Yes. I was offering 1/12 on the soundtrack leaning heavily on Burial (tho Nine Inch Nails were at fifties).
I think this is perhaps his best yet and a hell of a thing when you think about the scope and what that actually entails in the making of it.
I've always thought he was better understood as a polemicist/propagandist than a documentarian, but here I think audiovisual artist would be more apt. Even longer stretches of unnarrated, associate montage, a narrative/thesis constructed out of the oddball scraps left on the editing floor. The stuff you could compare it to belongs to the cinematic avantgarde (or thereabouts): Peter Delpeut, maybe that Mark Cousins Children and Film thing.

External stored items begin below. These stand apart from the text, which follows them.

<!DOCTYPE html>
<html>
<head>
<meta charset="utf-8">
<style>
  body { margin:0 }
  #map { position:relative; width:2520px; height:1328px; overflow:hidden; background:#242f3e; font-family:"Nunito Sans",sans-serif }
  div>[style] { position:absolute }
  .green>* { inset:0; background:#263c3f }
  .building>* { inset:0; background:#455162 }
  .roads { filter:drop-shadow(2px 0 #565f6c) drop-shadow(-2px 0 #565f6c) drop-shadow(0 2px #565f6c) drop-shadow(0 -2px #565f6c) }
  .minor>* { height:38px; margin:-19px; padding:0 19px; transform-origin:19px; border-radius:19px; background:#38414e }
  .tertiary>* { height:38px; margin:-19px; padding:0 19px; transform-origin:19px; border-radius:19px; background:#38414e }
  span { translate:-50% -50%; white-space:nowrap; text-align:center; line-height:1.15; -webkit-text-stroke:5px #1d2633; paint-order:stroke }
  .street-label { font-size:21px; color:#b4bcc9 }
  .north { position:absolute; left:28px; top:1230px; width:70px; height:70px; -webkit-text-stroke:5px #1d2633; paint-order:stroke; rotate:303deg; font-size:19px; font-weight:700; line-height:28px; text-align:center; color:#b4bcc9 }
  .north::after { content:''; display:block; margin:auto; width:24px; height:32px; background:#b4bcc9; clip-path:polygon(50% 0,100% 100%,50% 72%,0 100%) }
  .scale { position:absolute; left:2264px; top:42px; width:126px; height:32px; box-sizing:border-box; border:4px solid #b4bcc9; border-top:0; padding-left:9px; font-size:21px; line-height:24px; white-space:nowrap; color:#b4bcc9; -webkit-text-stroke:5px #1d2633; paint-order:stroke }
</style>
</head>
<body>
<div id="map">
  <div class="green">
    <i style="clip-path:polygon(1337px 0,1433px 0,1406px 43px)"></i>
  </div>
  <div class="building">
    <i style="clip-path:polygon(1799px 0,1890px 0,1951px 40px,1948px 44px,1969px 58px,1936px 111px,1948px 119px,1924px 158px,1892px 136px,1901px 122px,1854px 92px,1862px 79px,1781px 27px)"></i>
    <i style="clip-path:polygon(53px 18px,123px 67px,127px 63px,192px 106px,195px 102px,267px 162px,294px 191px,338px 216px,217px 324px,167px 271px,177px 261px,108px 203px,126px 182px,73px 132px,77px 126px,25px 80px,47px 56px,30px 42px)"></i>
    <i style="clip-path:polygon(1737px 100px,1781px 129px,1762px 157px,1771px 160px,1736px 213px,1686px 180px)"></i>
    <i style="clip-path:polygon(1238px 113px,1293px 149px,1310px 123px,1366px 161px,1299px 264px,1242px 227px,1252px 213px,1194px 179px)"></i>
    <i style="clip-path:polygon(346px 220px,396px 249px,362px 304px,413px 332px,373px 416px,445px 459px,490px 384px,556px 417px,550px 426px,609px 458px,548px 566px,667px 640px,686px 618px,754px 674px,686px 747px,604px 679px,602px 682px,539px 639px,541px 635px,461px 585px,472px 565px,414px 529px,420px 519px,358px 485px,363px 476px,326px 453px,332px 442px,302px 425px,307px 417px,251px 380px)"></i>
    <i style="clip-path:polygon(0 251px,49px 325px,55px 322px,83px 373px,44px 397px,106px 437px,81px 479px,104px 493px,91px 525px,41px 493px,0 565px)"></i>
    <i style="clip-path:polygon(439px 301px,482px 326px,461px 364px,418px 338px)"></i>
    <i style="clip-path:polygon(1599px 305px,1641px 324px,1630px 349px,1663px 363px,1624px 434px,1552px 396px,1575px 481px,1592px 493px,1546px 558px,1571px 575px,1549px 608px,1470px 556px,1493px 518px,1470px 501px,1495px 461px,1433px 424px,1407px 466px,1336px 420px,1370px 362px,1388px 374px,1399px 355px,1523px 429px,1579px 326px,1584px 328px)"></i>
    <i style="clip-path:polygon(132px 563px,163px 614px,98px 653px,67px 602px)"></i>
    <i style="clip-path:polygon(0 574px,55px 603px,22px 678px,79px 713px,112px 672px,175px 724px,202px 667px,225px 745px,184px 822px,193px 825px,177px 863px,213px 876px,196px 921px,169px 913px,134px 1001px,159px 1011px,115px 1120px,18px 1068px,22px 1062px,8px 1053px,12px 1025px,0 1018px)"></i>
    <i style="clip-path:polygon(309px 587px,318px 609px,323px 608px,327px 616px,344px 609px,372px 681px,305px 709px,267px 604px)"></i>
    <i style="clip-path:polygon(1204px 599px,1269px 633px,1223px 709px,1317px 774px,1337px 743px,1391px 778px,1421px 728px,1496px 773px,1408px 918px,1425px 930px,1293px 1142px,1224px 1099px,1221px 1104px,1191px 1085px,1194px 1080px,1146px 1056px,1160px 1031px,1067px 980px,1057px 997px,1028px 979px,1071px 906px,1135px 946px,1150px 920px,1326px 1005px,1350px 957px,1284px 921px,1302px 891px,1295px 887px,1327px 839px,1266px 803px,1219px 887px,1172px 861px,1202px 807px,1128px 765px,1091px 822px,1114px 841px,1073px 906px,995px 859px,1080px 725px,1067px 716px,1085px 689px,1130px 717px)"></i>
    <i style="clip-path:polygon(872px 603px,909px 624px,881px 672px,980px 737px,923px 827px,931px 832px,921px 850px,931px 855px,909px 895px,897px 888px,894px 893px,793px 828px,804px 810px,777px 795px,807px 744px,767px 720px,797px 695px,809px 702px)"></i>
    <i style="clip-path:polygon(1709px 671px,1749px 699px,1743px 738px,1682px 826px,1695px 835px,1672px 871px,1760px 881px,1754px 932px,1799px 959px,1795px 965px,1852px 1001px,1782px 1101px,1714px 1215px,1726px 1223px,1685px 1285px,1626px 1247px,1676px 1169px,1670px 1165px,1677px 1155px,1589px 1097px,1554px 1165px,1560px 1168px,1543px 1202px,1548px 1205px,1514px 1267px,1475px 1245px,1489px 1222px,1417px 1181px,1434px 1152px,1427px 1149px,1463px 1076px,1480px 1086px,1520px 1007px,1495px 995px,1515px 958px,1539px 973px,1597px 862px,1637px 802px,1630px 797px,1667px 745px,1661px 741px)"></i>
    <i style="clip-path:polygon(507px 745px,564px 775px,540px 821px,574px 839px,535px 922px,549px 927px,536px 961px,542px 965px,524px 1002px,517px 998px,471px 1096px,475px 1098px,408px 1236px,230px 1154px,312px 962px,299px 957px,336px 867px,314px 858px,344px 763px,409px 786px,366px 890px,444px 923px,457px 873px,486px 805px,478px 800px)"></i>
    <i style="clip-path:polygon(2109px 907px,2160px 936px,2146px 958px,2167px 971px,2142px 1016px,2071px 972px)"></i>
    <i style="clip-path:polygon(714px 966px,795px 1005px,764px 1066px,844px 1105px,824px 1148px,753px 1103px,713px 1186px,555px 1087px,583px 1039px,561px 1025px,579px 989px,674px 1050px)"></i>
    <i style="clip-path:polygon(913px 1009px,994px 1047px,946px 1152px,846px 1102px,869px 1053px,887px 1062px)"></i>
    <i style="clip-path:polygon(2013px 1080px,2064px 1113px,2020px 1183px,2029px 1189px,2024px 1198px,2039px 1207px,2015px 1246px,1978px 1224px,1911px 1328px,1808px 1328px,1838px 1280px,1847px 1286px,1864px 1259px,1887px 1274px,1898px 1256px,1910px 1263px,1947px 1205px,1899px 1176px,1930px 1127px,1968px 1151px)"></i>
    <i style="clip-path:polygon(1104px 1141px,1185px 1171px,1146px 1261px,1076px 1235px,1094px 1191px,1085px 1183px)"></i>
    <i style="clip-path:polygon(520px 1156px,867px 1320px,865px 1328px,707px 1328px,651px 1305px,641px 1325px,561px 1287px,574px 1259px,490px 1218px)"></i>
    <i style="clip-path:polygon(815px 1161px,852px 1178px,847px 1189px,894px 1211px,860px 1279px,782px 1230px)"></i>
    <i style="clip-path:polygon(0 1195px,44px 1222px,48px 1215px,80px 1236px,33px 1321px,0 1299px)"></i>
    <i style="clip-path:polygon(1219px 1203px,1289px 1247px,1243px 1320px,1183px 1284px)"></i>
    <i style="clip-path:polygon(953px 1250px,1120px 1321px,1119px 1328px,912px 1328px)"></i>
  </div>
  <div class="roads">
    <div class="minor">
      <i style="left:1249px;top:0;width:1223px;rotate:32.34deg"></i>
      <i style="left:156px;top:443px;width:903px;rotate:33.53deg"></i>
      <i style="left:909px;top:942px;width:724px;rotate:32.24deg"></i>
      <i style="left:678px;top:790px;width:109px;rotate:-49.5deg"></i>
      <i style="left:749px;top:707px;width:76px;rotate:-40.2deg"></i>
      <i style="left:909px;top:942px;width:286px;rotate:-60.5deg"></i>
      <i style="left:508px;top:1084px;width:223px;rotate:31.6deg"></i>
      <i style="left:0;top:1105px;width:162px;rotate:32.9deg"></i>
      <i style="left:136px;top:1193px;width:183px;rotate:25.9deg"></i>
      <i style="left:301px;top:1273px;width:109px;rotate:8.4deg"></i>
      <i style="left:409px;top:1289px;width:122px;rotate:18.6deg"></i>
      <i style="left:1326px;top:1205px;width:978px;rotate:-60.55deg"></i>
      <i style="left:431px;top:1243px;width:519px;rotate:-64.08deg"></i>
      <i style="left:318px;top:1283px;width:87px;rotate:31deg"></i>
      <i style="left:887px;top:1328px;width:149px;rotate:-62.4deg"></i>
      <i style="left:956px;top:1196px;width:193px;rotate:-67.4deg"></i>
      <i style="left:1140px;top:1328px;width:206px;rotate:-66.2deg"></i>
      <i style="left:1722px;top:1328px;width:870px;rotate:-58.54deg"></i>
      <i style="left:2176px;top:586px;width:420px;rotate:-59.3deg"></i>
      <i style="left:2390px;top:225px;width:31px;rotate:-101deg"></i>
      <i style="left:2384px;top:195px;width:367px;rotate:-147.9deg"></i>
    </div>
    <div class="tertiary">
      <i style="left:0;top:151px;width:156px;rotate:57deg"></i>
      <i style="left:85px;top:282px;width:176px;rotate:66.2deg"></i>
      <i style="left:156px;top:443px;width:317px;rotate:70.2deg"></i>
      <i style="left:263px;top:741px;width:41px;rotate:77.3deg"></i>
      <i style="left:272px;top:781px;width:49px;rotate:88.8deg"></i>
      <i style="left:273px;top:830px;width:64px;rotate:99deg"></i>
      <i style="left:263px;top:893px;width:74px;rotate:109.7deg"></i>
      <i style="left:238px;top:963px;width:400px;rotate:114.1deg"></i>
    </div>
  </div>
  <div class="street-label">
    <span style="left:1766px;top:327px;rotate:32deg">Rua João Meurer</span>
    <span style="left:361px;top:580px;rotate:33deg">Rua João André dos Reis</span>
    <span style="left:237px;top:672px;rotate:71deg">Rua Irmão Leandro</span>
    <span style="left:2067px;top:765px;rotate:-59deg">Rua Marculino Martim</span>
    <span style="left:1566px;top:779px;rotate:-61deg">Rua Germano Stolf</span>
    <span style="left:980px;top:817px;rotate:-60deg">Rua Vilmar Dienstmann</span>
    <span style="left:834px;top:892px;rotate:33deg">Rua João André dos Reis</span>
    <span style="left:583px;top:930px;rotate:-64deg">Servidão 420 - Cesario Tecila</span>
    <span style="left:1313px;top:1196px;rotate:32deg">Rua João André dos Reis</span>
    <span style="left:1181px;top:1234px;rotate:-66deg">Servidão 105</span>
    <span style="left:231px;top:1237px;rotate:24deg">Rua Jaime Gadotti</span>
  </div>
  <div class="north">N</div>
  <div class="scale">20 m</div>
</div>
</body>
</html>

I guess it'd break the spell (and the spell is everything), but I'd love to know a bit more about his working method. Combing through hours and hours of rushes for a wee bit there, an image here. Does he know what shape it's going to take before he starts? Which way round is it? Is someone dispatched to the archives and told not to come back until they've got 15 clips and 4 minutes of people dancing? (and if so can I get that job?)
I wonder also about the Rorschach test nature of it all. Him staring at all this footage and discerning a thread, conjuring it into something coherent. Then me watching the finished article and immediately reducing it to an exercise in aesthetics. And perhaps that too is inherent, even deliberate, the po-mo-ery, "bewildered and disorientated"...
Piss on the Auntie for not sticking on BBC 2 though.
Probs a couple more in there too, but most of it is 3 tracks over and over again: A Warm Place by NIN, Come Down To Us by Burial and one of the Cliff Martinez tracks off the Drive soundtrack.